----- Data to use

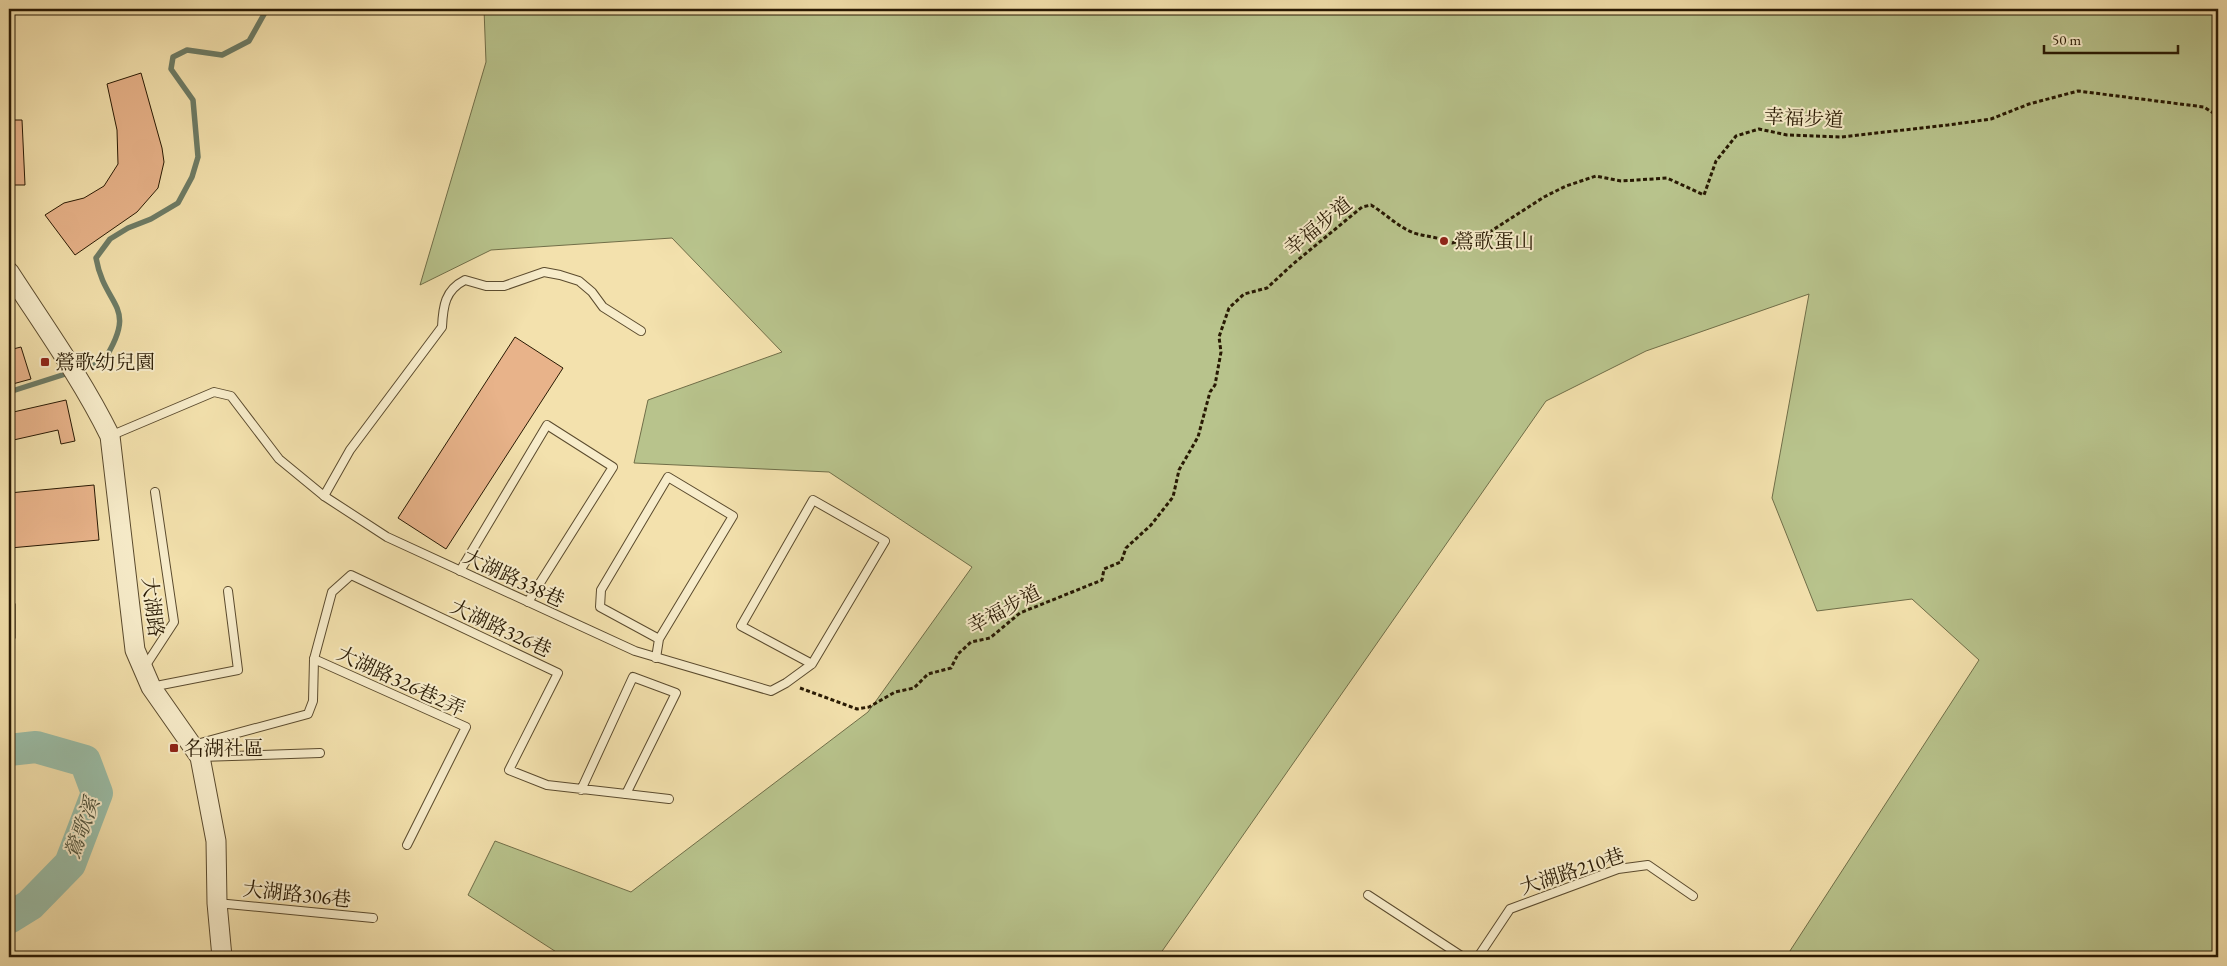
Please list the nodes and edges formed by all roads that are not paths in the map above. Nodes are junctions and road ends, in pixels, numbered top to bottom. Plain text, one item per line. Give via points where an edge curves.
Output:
1 (9, 272) edge
2 (641, 331) dead end
3 (110, 436) junction
4 (155, 492) dead end
5 (324, 496) junction
6 (460, 571) junction
7 (228, 590) dead end
8 (528, 602) junction
9 (659, 639) junction
10 (656, 658) junction
11 (314, 659) junction
12 (812, 664) junction
13 (143, 670) junction
14 (151, 687) junction
15 (196, 751) junction
16 (320, 753) dead end
17 (581, 790) junction
18 (626, 794) junction
19 (669, 799) dead end
20 (407, 845) dead end
21 (1368, 896) dead end
22 (1692, 896) dead end
23 (217, 903) junction
24 (373, 918) dead end
25 (222, 957) edge
26 (1463, 957) edge
27 (1478, 957) edge

1 - 3 street, 大湖路 via 62,353
2 - 5 lane via 602,307 579,281 544,272 504,286 486,286 465,280 455,285 442,308 442,327 350,450
3 - 5 lane, 大湖路338巷 via 214,392 232,396 279,459
3 - 13 street, 大湖路 via 135,650
4 - 13 lane via 174,622
5 - 6 lane, 大湖路338巷 via 386,537
6 - 8 lane, 大湖路338巷
6 - 8 lane via 547,424 613,467
7 - 14 lane via 238,670
8 - 10 lane, 大湖路338巷
9 - 9 lane via 733,516 668,478 602,590 600,607
9 - 10 lane
10 - 12 lane, 大湖路338巷 via 771,691
11 - 15 lane, 大湖路326巷 via 313,700 308,714
11 - 17 lane, 大湖路326巷 via 332,592 351,575 558,673 510,770 547,785
11 - 20 lane, 大湖路326巷2弄 via 466,727
12 - 12 lane, 大湖路338巷 via 885,541 813,500 741,626
13 - 14 street, 大湖路
14 - 15 street, 大湖路
15 - 16 lane
15 - 23 street, 大湖路 via 216,841
17 - 18 lane, 大湖路326巷
17 - 18 lane via 633,677 676,693
18 - 19 lane, 大湖路326巷
21 - 26 lane
22 - 27 lane, 大湖路210巷 via 1648,865 1618,869 1510,909
23 - 24 lane, 大湖路306巷
23 - 25 street, 大湖路

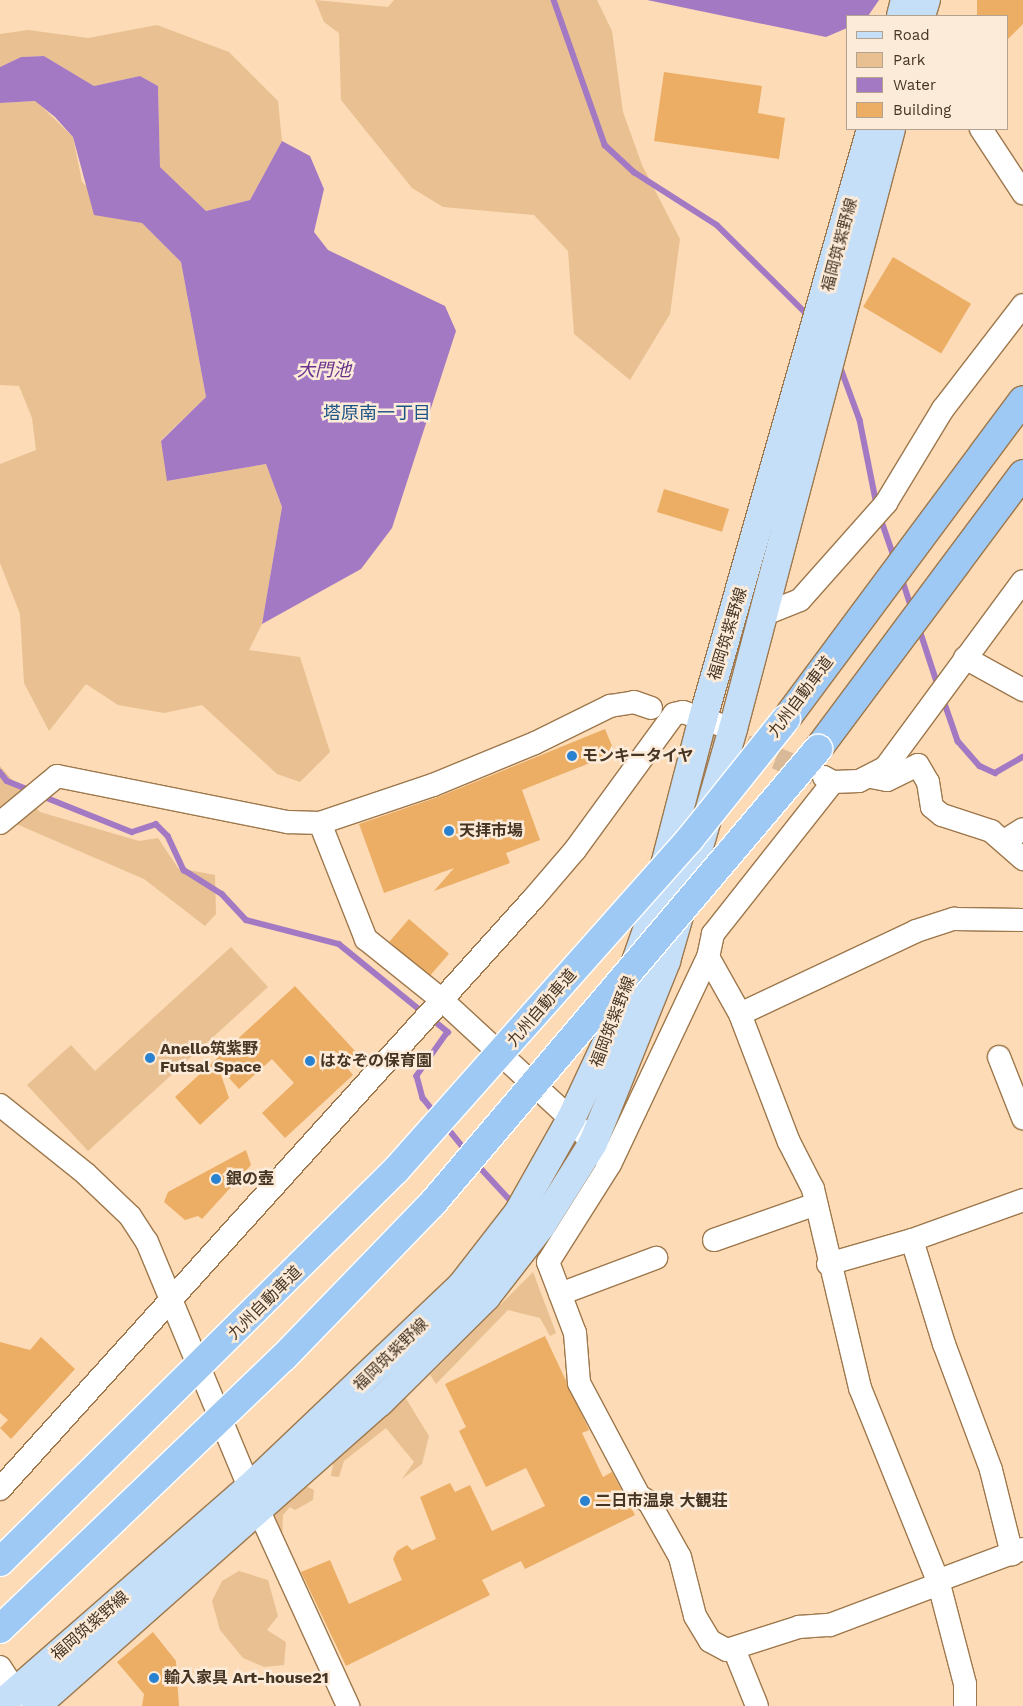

----------

What to work on
Write out the whole listing above exactly, minus images.

Written answer
Please list the nodes and edges formed by all roads that are not paths in the map above. Nodes are junctions and road ends, in pixels, numbered top to bottom. Plain text, one item per line. Give via points where an edge curves.
Output:
1 (9, 272) edge
2 (641, 331) dead end
3 (110, 436) junction
4 (155, 492) dead end
5 (324, 496) junction
6 (460, 571) junction
7 (228, 590) dead end
8 (528, 602) junction
9 (659, 639) junction
10 (656, 658) junction
11 (314, 659) junction
12 (812, 664) junction
13 (143, 670) junction
14 (151, 687) junction
15 (196, 751) junction
16 (320, 753) dead end
17 (581, 790) junction
18 (626, 794) junction
19 (669, 799) dead end
20 (407, 845) dead end
21 (1368, 896) dead end
22 (1692, 896) dead end
23 (217, 903) junction
24 (373, 918) dead end
25 (222, 957) edge
26 (1463, 957) edge
27 (1478, 957) edge

1 - 3 street, 大湖路 via 62,353
2 - 5 lane via 602,307 579,281 544,272 504,286 486,286 465,280 455,285 442,308 442,327 350,450
3 - 5 lane, 大湖路338巷 via 214,392 232,396 279,459
3 - 13 street, 大湖路 via 135,650
4 - 13 lane via 174,622
5 - 6 lane, 大湖路338巷 via 386,537
6 - 8 lane, 大湖路338巷
6 - 8 lane via 547,424 613,467
7 - 14 lane via 238,670
8 - 10 lane, 大湖路338巷
9 - 9 lane via 733,516 668,478 602,590 600,607
9 - 10 lane
10 - 12 lane, 大湖路338巷 via 771,691
11 - 15 lane, 大湖路326巷 via 313,700 308,714
11 - 17 lane, 大湖路326巷 via 332,592 351,575 558,673 510,770 547,785
11 - 20 lane, 大湖路326巷2弄 via 466,727
12 - 12 lane, 大湖路338巷 via 885,541 813,500 741,626
13 - 14 street, 大湖路
14 - 15 street, 大湖路
15 - 16 lane
15 - 23 street, 大湖路 via 216,841
17 - 18 lane, 大湖路326巷
17 - 18 lane via 633,677 676,693
18 - 19 lane, 大湖路326巷
21 - 26 lane
22 - 27 lane, 大湖路210巷 via 1648,865 1618,869 1510,909
23 - 24 lane, 大湖路306巷
23 - 25 street, 大湖路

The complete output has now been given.